▸ Stored items:
+ + +
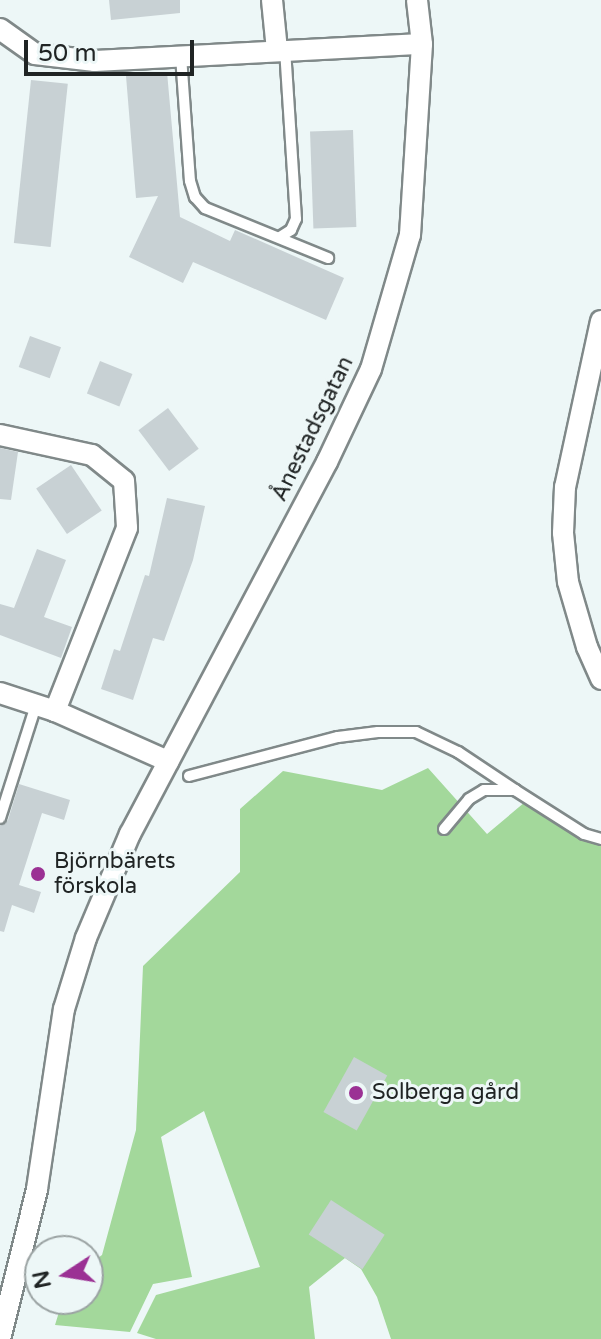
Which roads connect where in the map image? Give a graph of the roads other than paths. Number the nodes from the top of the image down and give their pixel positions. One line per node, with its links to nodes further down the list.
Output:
1 (272, 0): 5 (street)
2 (417, 0): 4 (street, Ånestadsgatan)
3 (0, 29): 6 (street)
4 (422, 44): 5 (street); 14 (street, Ånestadsgatan)
5 (281, 50): 6 (street); 7 (lane)
6 (181, 56): 7 (lane)
7 (280, 237): 8 (lane)
8 (328, 258)
9 (601, 321): 11 (street)
10 (0, 435): 13 (street)
11 (601, 679)
12 (0, 693): 13 (street)
13 (46, 708): 14 (street); 17 (lane)
14 (168, 761): 20 (street, Ånestadsgatan)
15 (189, 776): 16 (lane)
16 (515, 790): 18 (lane); 19 (lane)
17 (0, 818)
18 (444, 829)
19 (601, 839)
20 (7, 1280): 21 (street, Ånestadsgatan)
21 (0, 1339)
+ + +
Could you set down every record above word for word, leaving out the pictures?

Which roads connect where in the map image? Give a graph of the roads other than paths. Number the nodes from the top of the image down and give their pixel positions. One line per node, with its links to nodes further down the list.
Output:
1 (272, 0): 5 (street)
2 (417, 0): 4 (street, Ånestadsgatan)
3 (0, 29): 6 (street)
4 (422, 44): 5 (street); 14 (street, Ånestadsgatan)
5 (281, 50): 6 (street); 7 (lane)
6 (181, 56): 7 (lane)
7 (280, 237): 8 (lane)
8 (328, 258)
9 (601, 321): 11 (street)
10 (0, 435): 13 (street)
11 (601, 679)
12 (0, 693): 13 (street)
13 (46, 708): 14 (street); 17 (lane)
14 (168, 761): 20 (street, Ånestadsgatan)
15 (189, 776): 16 (lane)
16 (515, 790): 18 (lane); 19 (lane)
17 (0, 818)
18 (444, 829)
19 (601, 839)
20 (7, 1280): 21 (street, Ånestadsgatan)
21 (0, 1339)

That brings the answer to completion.